Across the road from the beach is the other half of the park. It's marshes like these that are being threatened in Louisiana right now. How has it been a month and we are no closer to capping that well?
I've decided to participate in the Texas State Parks Geocache Challenge. A geocache has been hidden in 10 state parks surrounding the Houston area. Each contains a story about the park we have to use to answer a question in our passport plus an orienteering punch to use as proof that we found the cache. Since I was in Galveston already, it was the perfect chance to grab the first one.
The logs said to bring bugspray because there were a lot of mosquitoes. I always have repellent in the car, so I wasn't worried. I pulled out my 7% DEET product and those mosquitoes pointed and laughed. I was OK as long as I kept moving, but when I got close to the cache, a flock of them attacked me. I signed the log, snapped a quick photo (above), and threw in a deck of mini UNO cards for the kids as fast as I could but they got at least a pint. I stumbled out of the bushes and could not see my car anywhere. I'm blaming my confusion on the blood loss. I normally have a very good sense of direction. Note to self: In the future, ALWAYS mark your car as a waypoint so you can find your way back.
I eventually came upon a nice trail cut by the smart folks of the Texas Parks and Wildlife Department who anticipated my dilemma. I followed it back to the safety of my car. I realized I had forgotten to toss in a cache card but was not willing to battle the mosquitoes a second time.
I found my first travel bug. That's Mr. Grumpy in the picture above. Travel bugs and geocoins can be tracked on http://www.geocaching.com/ from cache to cache and followed on their journeys. The owner can set a goal such as returning home or going to Califonia. This one doesn't have a goal as of yet. You can see his travel history here. This is a global game, so he could end up anywhere. Even in your neighborhood. People have been commenting that they wish geocaching was available in their area. It probably is. Go to the website, put in your address, and you will be able to see how many are close to you.
I found a second cache near a historical marker outside the park. Can you spot it in the above pic? No mosquitoes here.

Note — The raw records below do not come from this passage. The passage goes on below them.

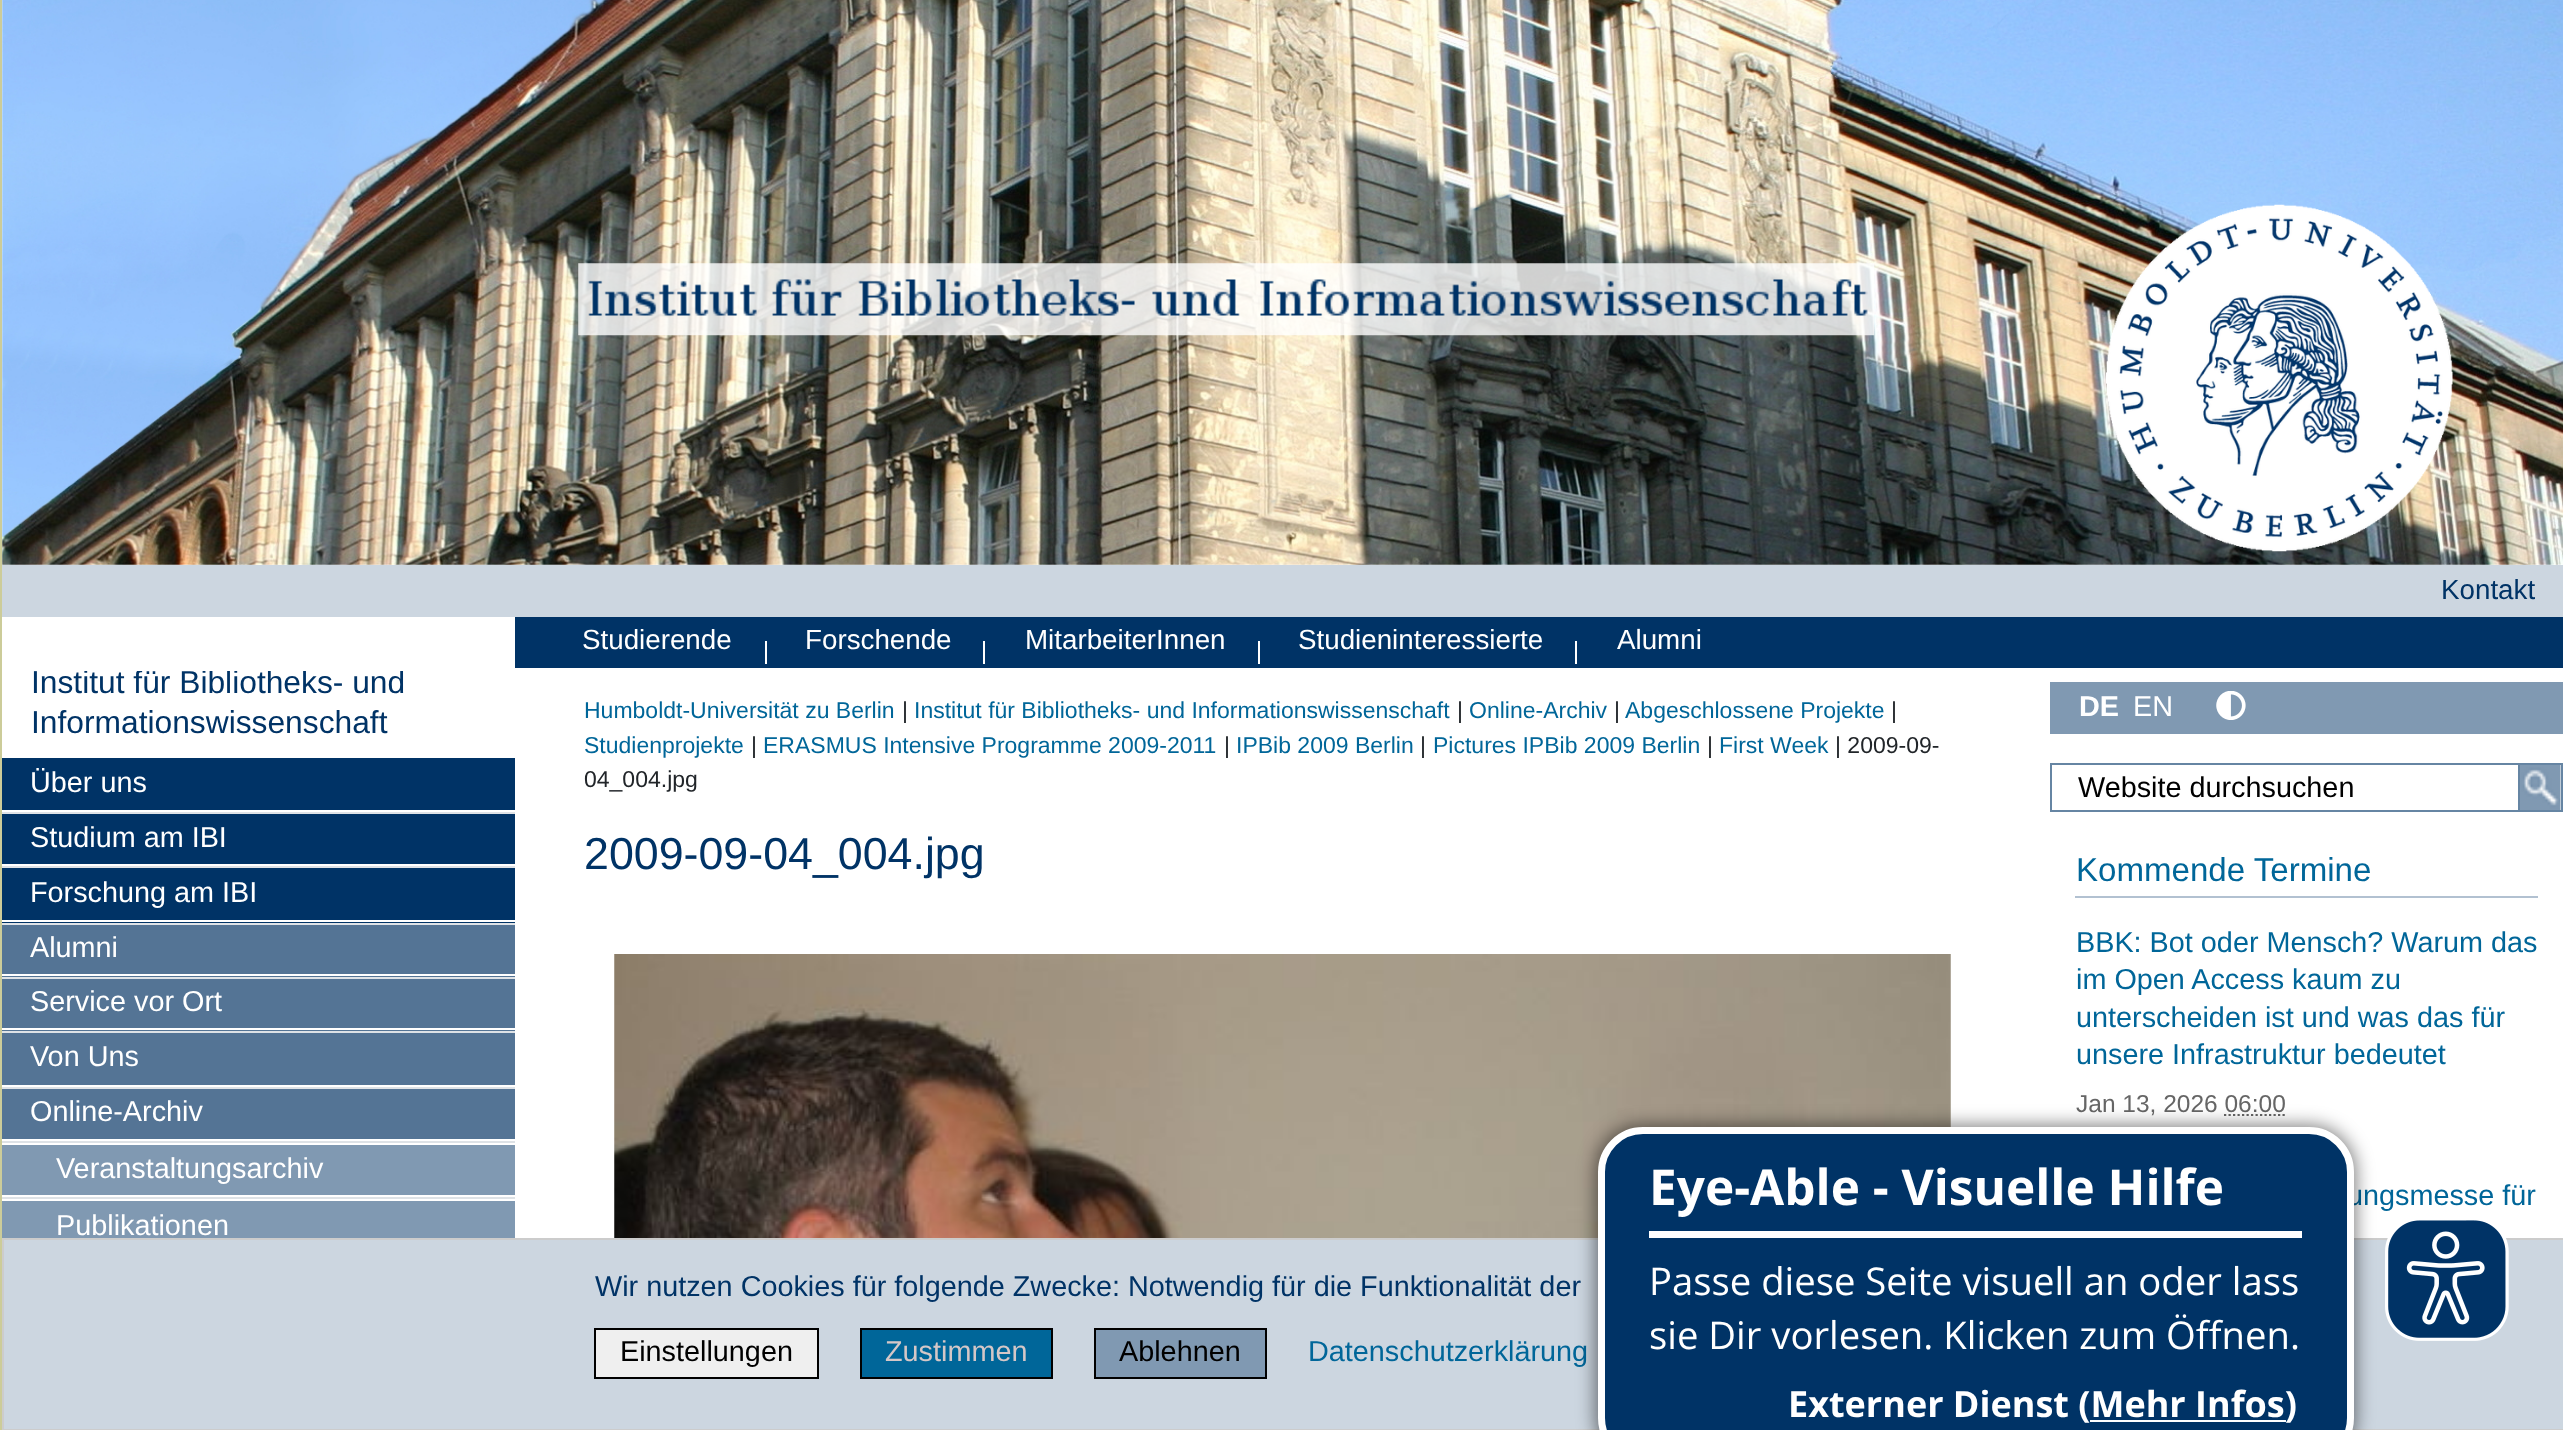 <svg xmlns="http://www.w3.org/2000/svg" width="2563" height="1430">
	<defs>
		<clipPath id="clip1"><rect x="2" y="671" width="513" height="87" /></clipPath>
	</defs>
	<rect width="100%" height="100%" fill="#FFFFFF" />
	<image x="2" y="0" width="2561" height="565" href="assets/img1.png" />
	<image x="578" y="263" width="1297" height="73" href="assets/img2.png" />
	<image x="2106" y="204" width="347" height="348" href="assets/img3.png" />
	<rect x="0" y="0" width="2" height="1430" fill="#CCCC99" />
	<g clip-path="url(#clip1)">
		<text x="31" y="693" font-family="Liberation Sans" font-size="31.75" fill="#003366">Institut für Bibliotheks- und</text>
	</g>
	<text x="31" y="733" font-family="Liberation Sans" font-size="31.75" fill="#003366">Informationswissenschaft</text>
	<rect x="2" y="758" width="513" height="52" fill="#003366" />
	<text x="30" y="792" font-family="Liberation Sans" font-size="28.8" fill="#FFFFFF">Über uns</text>
	<rect x="2" y="814" width="513" height="50" fill="#003366" />
	<rect x="2" y="812" width="513" height="2" fill="#DEE2E6" />
	<text x="30" y="847" font-family="Liberation Sans" font-size="28.8" fill="#FFFFFF">Studium am IBI</text>
	<rect x="2" y="868" width="513" height="55" fill="#003366" />
	<rect x="2" y="866" width="513" height="2" fill="#DEE2E6" />
	<rect x="2" y="920" width="513" height="2" fill="#FFFFFF" />
	<text x="30" y="902" font-family="Liberation Sans" font-size="28.8" fill="#FFFFFF">Forschung am IBI</text>
	<rect x="2" y="925" width="513" height="52" fill="#547495" />
	<rect x="2" y="923" width="513" height="2" fill="#DEE2E6" />
	<rect x="2" y="974" width="513" height="2" fill="#FFFFFF" />
	<text x="30" y="957" font-family="Liberation Sans" font-size="28.8" fill="#FFFFFF">Alumni</text>
	<rect x="2" y="979" width="513" height="52" fill="#547495" />
	<rect x="2" y="977" width="513" height="2" fill="#DEE2E6" />
	<rect x="2" y="1028" width="513" height="2" fill="#FFFFFF" />
	<text x="30" y="1011" font-family="Liberation Sans" font-size="28.8" fill="#FFFFFF">Service vor Ort</text>
	<rect x="2" y="1033" width="513" height="52" fill="#547495" />
	<rect x="2" y="1031" width="513" height="2" fill="#DEE2E6" />
	<text x="30" y="1066" font-family="Liberation Sans" font-size="28.8" fill="#FFFFFF">Von Uns</text>
	<rect x="2" y="1089" width="513" height="50" fill="#547495" />
	<rect x="2" y="1087" width="513" height="2" fill="#DEE2E6" />
	<text x="30" y="1121" font-family="Liberation Sans" font-size="28.8" fill="#FFFFFF">Online-Archiv</text>
	<rect x="2" y="1145" width="513" height="50" fill="#8099B2" />
	<rect x="2" y="1141" width="513" height="2" fill="#DEE2E6" />
	<text x="56" y="1178" font-family="Liberation Sans" font-size="28.8" fill="#FFFFFF">Veranstaltungsarchiv</text>
	<rect x="2" y="1201" width="513" height="37" fill="#8099B2" />
	<rect x="2" y="1197" width="513" height="2" fill="#DEE2E6" />
	<text x="56" y="1235" font-family="Liberation Sans" font-size="28.8" fill="#FFFFFF">Publikationen</text>
	<rect x="2" y="565" width="2561" height="52" fill="#CCD6E0" />
	<text x="2441" y="599" font-family="Liberation Sans" font-size="27.75" fill="#003366">Kontakt</text>
	<rect x="515" y="617" width="2048" height="51" fill="#003366" />
	<text x="582" y="649" font-family="Liberation Sans" font-size="27.75" fill="#FFFFFF">Studierende</text>
	<rect x="765" y="641" width="2" height="23" fill="#FFFFFF" />
	<text x="805" y="649" font-family="Liberation Sans" font-size="27.75" fill="#FFFFFF">Forschende</text>
	<rect x="983" y="641" width="2" height="23" fill="#FFFFFF" />
	<text x="1025" y="649" font-family="Liberation Sans" font-size="27.75" fill="#FFFFFF">MitarbeiterInnen</text>
	<rect x="1258" y="641" width="2" height="23" fill="#FFFFFF" />
	<text x="1298" y="649" font-family="Liberation Sans" font-size="27.75" fill="#FFFFFF">Studieninteressierte</text>
	<rect x="1575" y="641" width="2" height="23" fill="#FFFFFF" />
	<text x="1617" y="649" font-family="Liberation Sans" font-size="27.75" fill="#FFFFFF">Alumni</text>
	<text x="584" y="718" font-family="Liberation Sans" font-size="23" fill="#006699">Humboldt-Universität zu Berlin</text>
	<text x="902" y="718" font-family="Liberation Sans" font-size="23" fill="#212529">|</text>
	<text x="914" y="718" font-family="Liberation Sans" font-size="23" fill="#006699">Institut für Bibliotheks- und Informationswissenschaft</text>
	<text x="1457" y="718" font-family="Liberation Sans" font-size="23" fill="#212529">|</text>
	<text x="1469" y="718" font-family="Liberation Sans" font-size="23" fill="#006699">Online-Archiv</text>
	<text x="1614" y="718" font-family="Liberation Sans" font-size="23" fill="#212529">|</text>
	<text x="1625" y="718" font-family="Liberation Sans" font-size="23" fill="#006699">Abgeschlossene Projekte</text>
	<text x="1891" y="718" font-family="Liberation Sans" font-size="23" fill="#212529">|</text>
	<text x="584" y="753" font-family="Liberation Sans" font-size="23" fill="#006699">Studienprojekte</text>
	<text x="751" y="753" font-family="Liberation Sans" font-size="23" fill="#212529">|</text>
	<text x="763" y="753" font-family="Liberation Sans" font-size="23" fill="#006699">ERASMUS Intensive Programme 2009-2011</text>
	<text x="1224" y="753" font-family="Liberation Sans" font-size="23" fill="#212529">|</text>
	<text x="1236" y="753" font-family="Liberation Sans" font-size="23" fill="#006699">IPBib 2009 Berlin</text>
	<text x="1420" y="753" font-family="Liberation Sans" font-size="23" fill="#212529">|</text>
	<text x="1433" y="753" font-family="Liberation Sans" font-size="23" fill="#006699">Pictures IPBib 2009 Berlin</text>
	<text x="1707" y="753" font-family="Liberation Sans" font-size="23" fill="#212529">|</text>
	<text x="1719" y="753" font-family="Liberation Sans" font-size="23" fill="#006699">First Week</text>
	<g font-family="Liberation Sans" font-size="23" fill="#212529">
		<text x="1835" y="753">| 2009-09-</text>
		<text x="584" y="787">04_004.jpg</text>
	</g>
	<text x="584" y="869" font-family="Liberation Sans" font-size="44.75" fill="#003366">2009-09-04_004.jpg</text>
	<image x="614" y="954" width="1337" height="284" href="assets/img4.png" />
	<rect x="2050" y="682" width="513" height="52" fill="#8099B2" />
	<text x="2079" y="716" font-family="Liberation Sans" font-size="28.8" font-weight="700" fill="#FFFFFF">DE</text>
	<text x="2133" y="716" font-family="Liberation Sans" font-size="28.8" fill="#FFFFFF">EN</text>
	<image x="2216" y="691" width="30" height="29" href="assets/img5.png" />
	<rect x="2051" y="764" width="511" height="47" fill="none" stroke="#6685A3" stroke-width="2" />
	<text x="2078" y="797" font-family="Liberation Sans" font-size="28.8" fill="#000000">Website durchsuchen</text>
	<rect x="2519" y="764" width="43" height="47" fill="none" stroke="#6685A3" stroke-width="2" />
	<image x="2520" y="765" width="41" height="45" href="assets/img6.png" />
	<rect x="2075" y="896" width="463" height="2" fill="#B2C1D1" />
	<text x="2076" y="881" font-family="Liberation Sans" font-size="33.1" fill="#006699">Kommende Termine</text>
	<g font-family="Liberation Sans" font-size="28.8" fill="#006699">
		<text x="2076" y="952">BBK: Bot oder Mensch? Warum das</text>
		<text x="2076" y="989">im Open Access kaum zu</text>
		<text x="2076" y="1027">unterscheiden ist und was das für</text>
		<text x="2076" y="1064">unsere Infrastruktur bedeutet</text>
	</g>
	<text x="2076" y="1112" font-family="Liberation Sans" font-size="24.5" fill="#666666">Jan 13, 2026 06:00</text>
	<path d="M2224 1115H2285" fill="none" stroke="#666666" stroke-width="2.2" stroke-dasharray="2.25 2.25" />
	<text x="2347" y="1205" font-family="Liberation Sans" font-size="28.8" fill="#006699">ungsmesse für</text>
	<rect x="3" y="1239" width="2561" height="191" fill="#CCD6E0" stroke="#CCCCCC" stroke-width="2" />
	<text x="595" y="1296" font-family="Liberation Sans" font-size="28.8" fill="#003366">Wir nutzen Cookies für folgende Zwecke: Notwendig für die Funktionalität der</text>
	<rect x="595" y="1329" width="223" height="49" fill="#EFEFEF" stroke="#000000" stroke-width="2" />
	<text x="620" y="1361" font-family="Liberation Sans" font-size="28.8" fill="#000000">Einstellungen</text>
	<rect x="861" y="1329" width="191" height="49" fill="#006699" stroke="#000000" stroke-width="2" />
	<text x="885" y="1361" font-family="Liberation Sans" font-size="28.8" fill="#D5C7C7">Zustimmen</text>
	<rect x="1095" y="1329" width="171" height="49" fill="#8099B2" stroke="#000000" stroke-width="2" />
	<text x="1119" y="1361" font-family="Liberation Sans" font-size="28.8" fill="#000000">Ablehnen</text>
	<text x="1308" y="1361" font-family="Liberation Sans" font-size="28.8" fill="#006699">Datenschutzerklärung</text>
	<rect x="1595" y="1125" width="761" height="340" rx="47" fill="#000000" fill-opacity="0.5" filter="blur(9px)" />
	<rect x="1601.5" y="1130.5" width="749" height="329" rx="41.5" fill="#003366" stroke="#FFFFFF" stroke-width="7" />
	<rect x="1649" y="1231" width="653" height="7" fill="#FFFFFF" />
	<text x="1649" y="1205" font-family="Open Sans" font-size="49.5" font-weight="700" fill="#FFFFFF">Eye-Able - Visuelle Hilfe</text>
	<g font-family="Open Sans" font-size="38.25" fill="#FFFFFF">
		<text x="1649" y="1295">Passe diese Seite visuell an oder lass</text>
		<text x="1649" y="1349">sie Dir vorlesen. Klicken zum Öffnen.</text>
	</g>
	<text x="1788" y="1417" font-family="Open Sans" font-size="36" font-weight="700" fill="#FFFFFF">Externer Dienst (Mehr Infos)</text>
	<rect x="2090" y="1420" width="196" height="2" fill="#FFFFFF" />
	<image x="2385" y="1220" width="124" height="121" href="assets/img7.png" />
</svg>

Geocaches are often hidden near scenic spots or places of interest. This historical marker describes how Cabeza de Vaca was shipwrecked here in 1528, Jean Lafitte used the island as a base of operations for his pirate fleet in 1815, and other information about the history of the island. Click to enlarge if you're interested in reading.
I was going to hunt for more caches but the logs mentioned more mosquitoes. No thanks. I'll come back sometime with 100% DEET.